A Transformed Life
The Christian life is a transformed life. The final paragraph of this excerpt describes that transformation perfectly.
Hebrews 12:14 haunts me when I meet people who claim to be Christians but whose lives do not agree: “Sanctification without which no one will see the Lord.” Second Timothy 2:19 says that the Lord knows them that are His. And who are they? Those that name the name of Christ and depart from iniquity.
Titus 1:16 says, “They profess to know God, but by their deeds they deny Him, being detestable and disobedient, and worthless for any good deeds.” Profession means nothing without obedience, without righteousness, without holiness, without departing from iniquity.
Once, I actually heard a pastor preach, “Isn’t it wonderful that you can come to Jesus Christ and you don’t have to change anything on the inside or the outside?” . . . Of course we can come to Jesus just as we are, but if we come away from conversion just as we were, how can we call it conversion? Second Corinthians 5:17 sums it up well: “Therefore if any man is in Christ, he is a new creature; the old things passed away; behold, new things have come.”
Being righteous does not mean that we never sin. First John 1:9 says Christians are constantly confessing their sin. That certainly indicates that we do sin. But it is sin that we deal with sooner or later. We confess it, we turn from it, we repent of it, we despise it. We do not love it. “If any one loves the world, the love of the Father is not in him” (1 John 2:15). James puts it this way, “You adulteresses, do you not know that friendship with the world is hostility toward God? Therefore whoever wishes to be a friend of the world makes himself an enemy of God.”

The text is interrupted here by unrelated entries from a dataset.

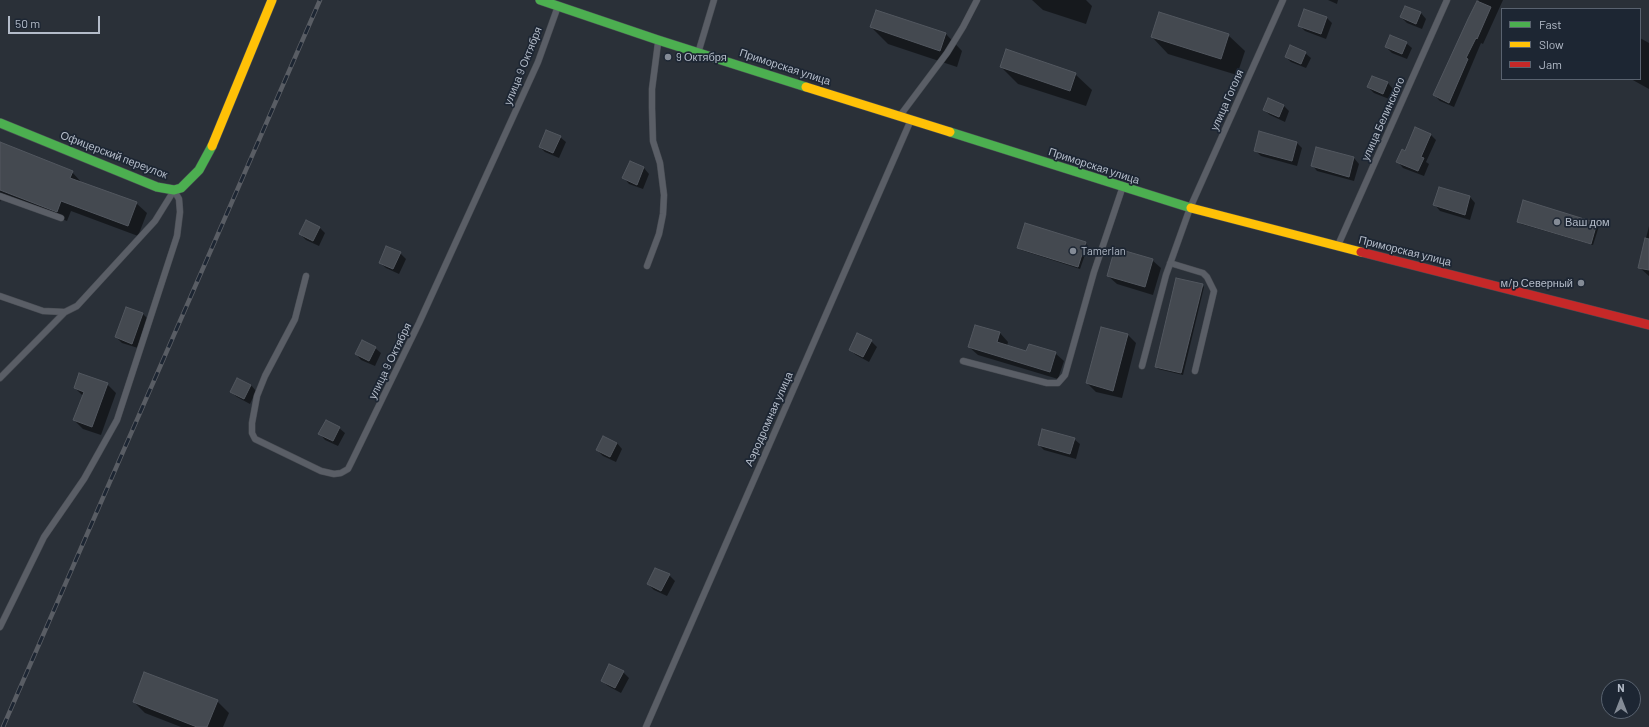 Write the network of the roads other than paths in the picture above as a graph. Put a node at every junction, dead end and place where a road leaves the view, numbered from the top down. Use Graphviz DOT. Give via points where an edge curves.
graph roads {
  1 [pos="272,0"];
  2 [pos="540,0"];
  3 [pos="714,0"];
  4 [pos="977,0"];
  5 [pos="1283,0"];
  6 [pos="1447,0"];
  7 [pos="558,3"];
  8 [pos="658,40"];
  9 [pos="698,52"];
  10 [pos="900,116"];
  11 [pos="911,120"];
  12 [pos="0,123"];
  13 [pos="1122,187"];
  14 [pos="174,190"];
  15 [pos="0,196"];
  16 [pos="1190,208"];
  17 [pos="62,218"];
  18 [pos="1337,246"];
  19 [pos="1170,263"];
  20 [pos="647,266"];
  21 [pos="306,276"];
  22 [pos="0,296"];
  23 [pos="65,312"];
  24 [pos="1649,325"];
  25 [pos="963,361"];
  26 [pos="1142,366"];
  27 [pos="1196,371"];
  28 [pos="0,378"];
  29 [pos="0,628"];
  30 [pos="646,727"];
  1 -- 14 [label="main road, Офицерский переулок" via="214,143 199,170 181,188"];
  2 -- 7 [label="main road, Приморская улица"];
  3 -- 9 [label="lane"];
  4 -- 10 [label="lane" via="947,53"];
  5 -- 16 [label="lane, улица Гоголя"];
  6 -- 18 [label="lane, улица Белинского"];
  7 -- 8 [label="main road, Приморская улица"];
  7 -- 21 [label="lane, улица 9 Октября" via="538,62 419,323 348,469 341,473 321,471 255,439 252,433 257,396 295,319"];
  8 -- 9 [label="main road, Приморская улица"];
  8 -- 20 [label="lane" via="652,89 653,141 660,163 664,195 659,234"];
  9 -- 10 [label="main road, Приморская улица"];
  10 -- 11 [label="main road, Приморская улица"];
  11 -- 13 [label="main road, Приморская улица"];
  11 -- 30 [label="lane, Аэродромная улица"];
  12 -- 14 [label="main road, Офицерский переулок" via="157,187"];
  13 -- 16 [label="main road, Приморская улица"];
  13 -- 25 [label="lane" via="1094,272 1065,375 1058,383 1047,383"];
  14 -- 23 [label="lane" via="155,220 130,250 77,306"];
  14 -- 29 [label="lane" via="179,199 180,212 177,236 117,420 84,479 44,537"];
  15 -- 17 [label="lane"];
  16 -- 18 [label="main road, Приморская улица"];
  16 -- 19 [label="lane, улица Гоголя"];
  18 -- 24 [label="main road, Приморская улица"];
  19 -- 26 [label="lane, улица Гоголя"];
  19 -- 27 [label="lane" via="1202,273 1214,291"];
  22 -- 23 [label="lane" via="43,311"];
  23 -- 28 [label="lane"];
} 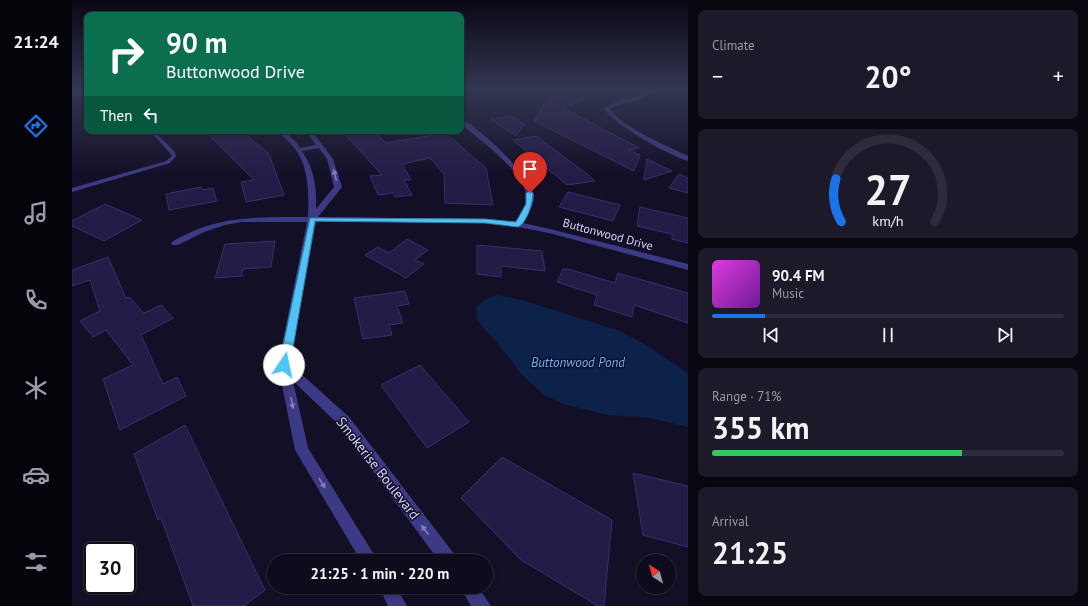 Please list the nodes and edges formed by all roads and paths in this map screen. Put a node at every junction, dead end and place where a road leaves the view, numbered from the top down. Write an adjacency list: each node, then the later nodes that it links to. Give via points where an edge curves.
1 (613, 118): 8 (street)
2 (464, 124): 11 (street, via 515,168 525,181 530,193 529,204)
3 (155, 134): 9 (lane, via 172,152 172,159)
4 (283, 134): 7 (street)
5 (311, 134): 6 (street)
6 (321, 146): 7 (street); 10 (street, one-way to 6, via 338,187 330,159)
7 (298, 150): 10 (street, via 306,162 313,189)
8 (688, 159)
9 (72, 190)
10 (312, 219): 11 (street, Buttonwood Drive, via 485,221); 12 (street, Buttonwood Drive, via 242,220 224,223 201,230); 14 (street)
11 (518, 225): 13 (street, Buttonwood Drive)
12 (175, 243)
13 (688, 267)
14 (284, 365): 15 (street, one-way to 15, via 302,450); 16 (street, Smokerise Boulevard, one-way to 14, via 344,421)
15 (366, 554)
16 (444, 554)
17 (391, 594): 19 (street)
18 (473, 594): 20 (street)
19 (398, 606)
20 (482, 606) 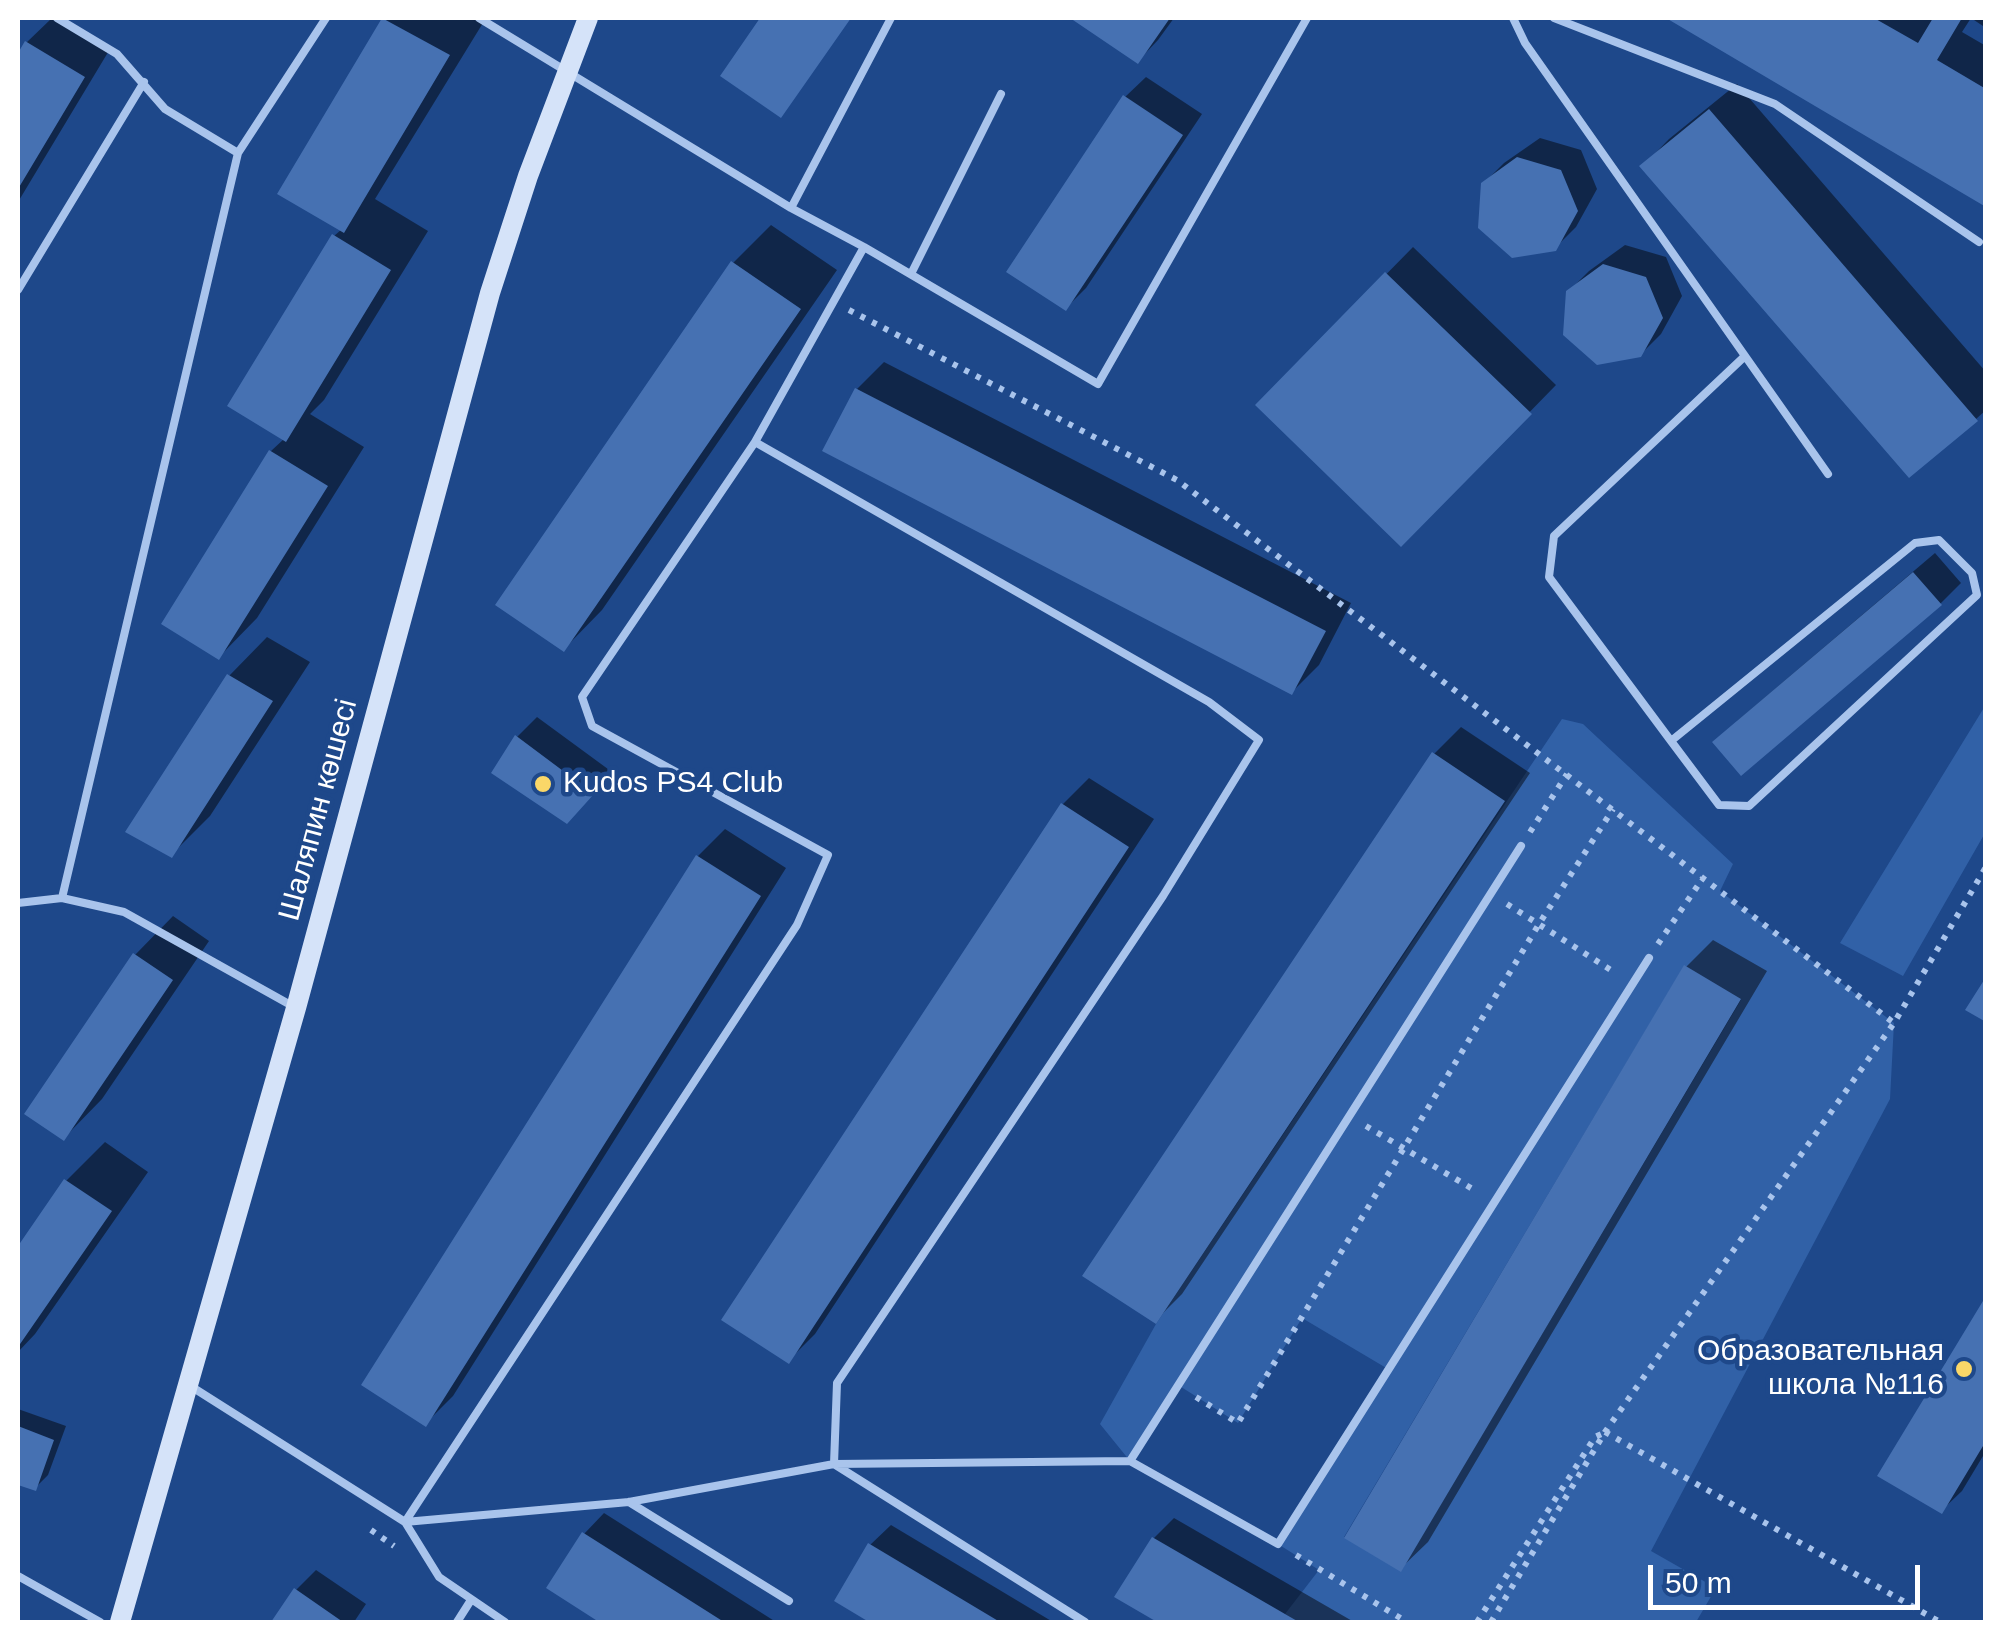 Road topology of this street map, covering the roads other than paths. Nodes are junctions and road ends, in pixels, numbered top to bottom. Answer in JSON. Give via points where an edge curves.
{"nodes":[{"id":1,"x":57,"y":18,"type":"edge"},
{"id":2,"x":326,"y":18,"type":"edge"},
{"id":3,"x":478,"y":18,"type":"edge"},
{"id":4,"x":588,"y":18,"type":"edge"},
{"id":5,"x":891,"y":18,"type":"edge"},
{"id":6,"x":1307,"y":18,"type":"edge"},
{"id":7,"x":1513,"y":18,"type":"edge"},
{"id":8,"x":1554,"y":18,"type":"edge"},
{"id":9,"x":567,"y":71,"type":"junction"},
{"id":10,"x":144,"y":82,"type":"junction"},
{"id":11,"x":1001,"y":94,"type":"dead end"},
{"id":12,"x":238,"y":154,"type":"junction"},
{"id":13,"x":792,"y":208,"type":"junction"},
{"id":14,"x":1979,"y":242,"type":"dead end"},
{"id":15,"x":864,"y":247,"type":"junction"},
{"id":16,"x":911,"y":274,"type":"junction"},
{"id":17,"x":18,"y":290,"type":"edge"},
{"id":18,"x":1746,"y":356,"type":"junction"},
{"id":19,"x":755,"y":442,"type":"junction"},
{"id":20,"x":1828,"y":474,"type":"dead end"},
{"id":21,"x":1671,"y":740,"type":"junction"},
{"id":22,"x":1521,"y":846,"type":"road end"},
{"id":23,"x":62,"y":898,"type":"junction"},
{"id":24,"x":18,"y":903,"type":"edge"},
{"id":25,"x":1649,"y":958,"type":"road end"},
{"id":26,"x":296,"y":1008,"type":"junction"},
{"id":27,"x":188,"y":1384,"type":"junction"},
{"id":28,"x":1130,"y":1461,"type":"junction"},
{"id":29,"x":834,"y":1464,"type":"junction"},
{"id":30,"x":629,"y":1502,"type":"junction"},
{"id":31,"x":405,"y":1522,"type":"junction"},
{"id":32,"x":18,"y":1576,"type":"edge"},
{"id":33,"x":471,"y":1600,"type":"junction"},
{"id":34,"x":789,"y":1601,"type":"dead end"},
{"id":35,"x":100,"y":1622,"type":"edge"},
{"id":36,"x":120,"y":1622,"type":"edge"},
{"id":37,"x":458,"y":1622,"type":"edge"},
{"id":38,"x":505,"y":1622,"type":"edge"},
{"id":39,"x":1085,"y":1622,"type":"edge"}],
"edges":[{"from":1,"to":10,"type":"lane","via":[[117,54]]},
{"from":2,"to":12,"type":"lane"},
{"from":3,"to":9,"type":"lane"},
{"from":4,"to":9,"type":"main road","name":"Шаляпин көшесі"},
{"from":5,"to":13,"type":"lane"},
{"from":6,"to":16,"type":"lane","via":[[1098,384]]},
{"from":7,"to":18,"type":"lane"},
{"from":8,"to":14,"type":"lane","via":[[1775,104]]},
{"from":9,"to":13,"type":"lane"},
{"from":9,"to":26,"type":"main road","name":"Шаляпин көшесі","via":[[490,293]]},
{"from":10,"to":12,"type":"lane","via":[[165,109]]},
{"from":10,"to":17,"type":"lane"},
{"from":11,"to":16,"type":"lane"},
{"from":12,"to":23,"type":"lane"},
{"from":13,"to":15,"type":"lane"},
{"from":15,"to":16,"type":"lane"},
{"from":15,"to":19,"type":"lane"},
{"from":18,"to":20,"type":"lane"},
{"from":18,"to":21,"type":"lane","via":[[1554,536],[1549,576]]},
{"from":19,"to":29,"type":"lane","via":[[1209,702],[1259,740],[1163,896],[838,1383]]},
{"from":19,"to":31,"type":"lane","via":[[582,697],[592,726],[828,855],[797,925]]},
{"from":21,"to":21,"type":"lane","via":[[1719,805],[1750,806],[1977,595],[1972,573],[1939,540],[1915,543]]},
{"from":22,"to":28,"type":"lane"},
{"from":23,"to":24,"type":"lane"},
{"from":23,"to":26,"type":"lane","via":[[124,912]]},
{"from":25,"to":28,"type":"lane","via":[[1278,1544]]},
{"from":26,"to":27,"type":"main road","name":"Шаляпин көшесі"},
{"from":27,"to":31,"type":"lane"},
{"from":27,"to":36,"type":"main road","name":"Шаляпин көшесі"},
{"from":28,"to":29,"type":"lane"},
{"from":29,"to":30,"type":"lane"},
{"from":29,"to":39,"type":"lane"},
{"from":30,"to":31,"type":"lane"},
{"from":30,"to":34,"type":"lane"},
{"from":31,"to":33,"type":"lane","via":[[439,1577]]},
{"from":32,"to":35,"type":"lane"},
{"from":33,"to":37,"type":"lane"},
{"from":33,"to":38,"type":"lane"}]}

There will be a whole new approach to life. We will have sin, yes, but when sin appears we will hate it as Paul did in Romans 7. We will hunger and thirst for that which is right. We will seek to obey; we will seek to love our brother and hate the evil system of the world. That’s the way it is, if true salvation exists.
You cannot prove that you are a Christian by waltzing down the same old path. Having made a decision, having walked an aisle, having gone into an inquiry room, or having read through a little book was never the biblical criterion for salvation.
. . . if a person does not come to Jesus Christ shattered to the very depths of his being and mourning over his sinfulness, with a hunger and thirst after righteousness more than anything else, there is a possibility that that person is not a Christian.
—John MacArthur, Kingdom Living: Here and Now (Moody, 1980), 10–12 (emphasis added).